Lumiera
The new emerging NLE for GNU/Linux

to symbolically represent hierarchically structured elements, without actually implementing them.

The purpose of this “external” description is to remove the need of a central data model to work against. We consider such a foundation data model as a good starting point, yet harmful for the evolution of any larger structure to be built. According to the subsidiarity principle, we prefer to turn the working data representation into a local concern. Which leaves us with the issue of collaboration. Any collaboration requires, as an underlying, some kind of common understanding. And any formalised, mechanical collaboration requires to represent that common point of attachment — at least as symbolic representation. The »External Tree Description« is shaped to fulfil this need: in theory, the whole field could be represented, symbolically, as a network of hierarchically structured elements. Yet, in practice, all we need is to conceive the presence of such a representation, as a backdrop to work against. And we do so — we work against that symbolic representation, by describing changes made to the structure and its elements. Thus, the description of changes, the diff language, refers to and partially embodies such symbolically represented elements and relations.

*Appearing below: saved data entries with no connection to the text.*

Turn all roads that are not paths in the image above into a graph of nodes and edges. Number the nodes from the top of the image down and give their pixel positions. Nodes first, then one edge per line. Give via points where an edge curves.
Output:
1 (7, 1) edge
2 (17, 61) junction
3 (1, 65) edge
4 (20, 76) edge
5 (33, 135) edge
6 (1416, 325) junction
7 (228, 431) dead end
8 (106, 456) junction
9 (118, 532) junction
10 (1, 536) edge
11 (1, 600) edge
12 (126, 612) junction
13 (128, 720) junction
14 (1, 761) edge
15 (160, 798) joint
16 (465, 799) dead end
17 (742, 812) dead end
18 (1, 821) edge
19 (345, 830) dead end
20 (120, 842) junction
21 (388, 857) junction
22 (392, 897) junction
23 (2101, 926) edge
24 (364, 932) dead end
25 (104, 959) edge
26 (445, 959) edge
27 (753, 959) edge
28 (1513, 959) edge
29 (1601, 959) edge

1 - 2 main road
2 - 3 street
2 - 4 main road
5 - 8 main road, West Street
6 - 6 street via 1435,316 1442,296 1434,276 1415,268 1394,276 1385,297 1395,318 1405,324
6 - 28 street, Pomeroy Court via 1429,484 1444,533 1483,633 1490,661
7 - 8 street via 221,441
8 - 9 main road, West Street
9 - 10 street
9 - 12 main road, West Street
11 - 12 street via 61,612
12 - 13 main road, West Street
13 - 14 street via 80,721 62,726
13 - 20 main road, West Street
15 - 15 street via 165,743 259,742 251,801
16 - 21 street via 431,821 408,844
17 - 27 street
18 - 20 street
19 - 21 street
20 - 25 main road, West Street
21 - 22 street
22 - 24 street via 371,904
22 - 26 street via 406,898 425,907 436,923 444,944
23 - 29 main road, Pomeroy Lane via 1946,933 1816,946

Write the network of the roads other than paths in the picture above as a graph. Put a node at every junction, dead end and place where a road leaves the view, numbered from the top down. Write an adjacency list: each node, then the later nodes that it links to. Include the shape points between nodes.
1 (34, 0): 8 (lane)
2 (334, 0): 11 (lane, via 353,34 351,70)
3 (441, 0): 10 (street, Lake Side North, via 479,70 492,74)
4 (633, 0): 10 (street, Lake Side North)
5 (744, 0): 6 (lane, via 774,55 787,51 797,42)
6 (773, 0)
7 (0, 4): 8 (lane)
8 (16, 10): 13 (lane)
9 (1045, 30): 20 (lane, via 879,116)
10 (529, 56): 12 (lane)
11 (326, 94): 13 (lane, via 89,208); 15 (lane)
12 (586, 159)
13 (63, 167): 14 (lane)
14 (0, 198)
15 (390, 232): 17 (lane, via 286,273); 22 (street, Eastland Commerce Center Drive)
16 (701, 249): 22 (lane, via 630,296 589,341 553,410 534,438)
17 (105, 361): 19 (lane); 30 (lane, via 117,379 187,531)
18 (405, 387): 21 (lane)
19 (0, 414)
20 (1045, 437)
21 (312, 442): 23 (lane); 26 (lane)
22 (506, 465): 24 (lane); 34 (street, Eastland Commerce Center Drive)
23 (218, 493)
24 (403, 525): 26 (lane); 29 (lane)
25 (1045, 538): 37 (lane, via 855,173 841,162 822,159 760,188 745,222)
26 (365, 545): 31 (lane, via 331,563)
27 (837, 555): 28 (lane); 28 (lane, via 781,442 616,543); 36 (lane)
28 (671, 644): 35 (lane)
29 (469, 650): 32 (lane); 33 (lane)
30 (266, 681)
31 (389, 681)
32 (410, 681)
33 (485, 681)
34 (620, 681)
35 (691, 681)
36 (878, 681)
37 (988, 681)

Elements, Nodes and Records

We have to deal with entities and relationships. Entities are considered the building blocks, the elements, which are related by directional links. Within the symbolic representation, elements are conceived as generic nodes (GenNode), while the directed relations are impersonated as being attached or rooted at the originating side, so the target of a relation has no traces or knowledge of being part of that relation. Moreover, each of our nodes bears a relatively clear-cut identity. That is to say, within the relevant scope in question, this identity is unique. Together, these are the building blocks to represent any graph.

For practical purposes, we have to introduce some distinctions and limitations.

  • we have to differentiate the generic node to be either a mere data element, or an object-like record

  • the former, a mere data element, is considered to be “just data”, to be “right here” and without further meta information. You need to know what it is to deal with it.

  • to the contrary, a Record has an associated, symbolic and typed ID, plus it can potentially be associated with and thus relate to further elements, with the relation originating at the Record.

  • and indeed we distinguish two different kinds of relations possibly originating from a Record:

    • attributes are known by-name; they can be addressed through this name-ID as a key, while the value is again a generic node, possibly even another record.

    • children to the contrary can only be enumerated; they are considered to be within (and form) the scope of the given record (“object”).

And there is a further limitation: The domain of possible data is fixed, even hard wired.
[ Implementation-wise, this turns the data within the generic node into a »Variant« (typesafe union).]
Basically, this opens two different ways to access the data within a given GenNode: either you know the type to expect beforehand.
[and the validity of this assumption is checked on each access; please recall, all of this is meant for symbolic representation, not for implementation of high performance computing]
Or we offer the ability for generic access through a double dispatch (»Visitor«). The latter includes the option to handle just some of the possible content types and to ignore the other.
[making the variant visitor a partial function — as in any non exhaustive pattern match]

data elements

Basically, we can expect to encounter the following kinds of fundamental data elements

  • int, int64_t, short, char

  • bool

  • double

  • std::string

  • time::Time, time::Offset, time::Duration, time::TimeSpan

  • hash::LuidH (to address and refer to elements known by ID)

  • diff::Record<GenNode>

The last option is what makes our representation recursive.
[Regarding the implementation, all these data elements are embedded inline, as values. With the exception of the record, which, like any std::vector implicitly uses heap allocations for the members of the collection.]

names, identity and typing

It was a design decision that the generic node shall not embody a readable type field, just a type selector within the variant to hold the actual data elements. This decision more or less limits the usefulness of simple values as children to those cases, where all children are of uniform type, or where we agree to deal with all children through variant visitation solely. Of course, we can still use simple values as attributes, since those are known and addressed by name.
[As an extension, we could use filtering by type to limit access to some children of type Record, since every record does indeed embody a symbolic type name, an attribute named "type". It must be that way, since otherwise, records would be pretty much useless as representation for any object like entity.]

The discriminating ID of any GenNode can serve as a name, and indeed will be used as the name of an attribute within a record. This entry-ID of the node is comprised of a human readable symbolic part, and a hash ID (LUID). The calculation of the latter, the hash, includes the symbolic ID and a type information. This is what constitutes the full identity — so two nodes with the same name but different payload type are treated as different elements.

A somewhat related design question is that of ordering and uniqueness of children. While attributes — due to the usage of the attribute node’s ID as name-key — are bound to be unique within a given Record, children within the scope of a record could be required to be unique too, making the scope a set. And, of course, children could be forcibly ordered, or just retain the initial ordering, or even be completely unordered. On a second thought, it seems wise not to impose any guarantees in that regard, beyond the simple notion of retaining an initial sequence order, the way a “stable” sorting algorithm does. All these more specific ordering properties can be considered the concern of some specific kinds of objects — which then just happen to “supply” a list of children for symbolic representation as they see fit.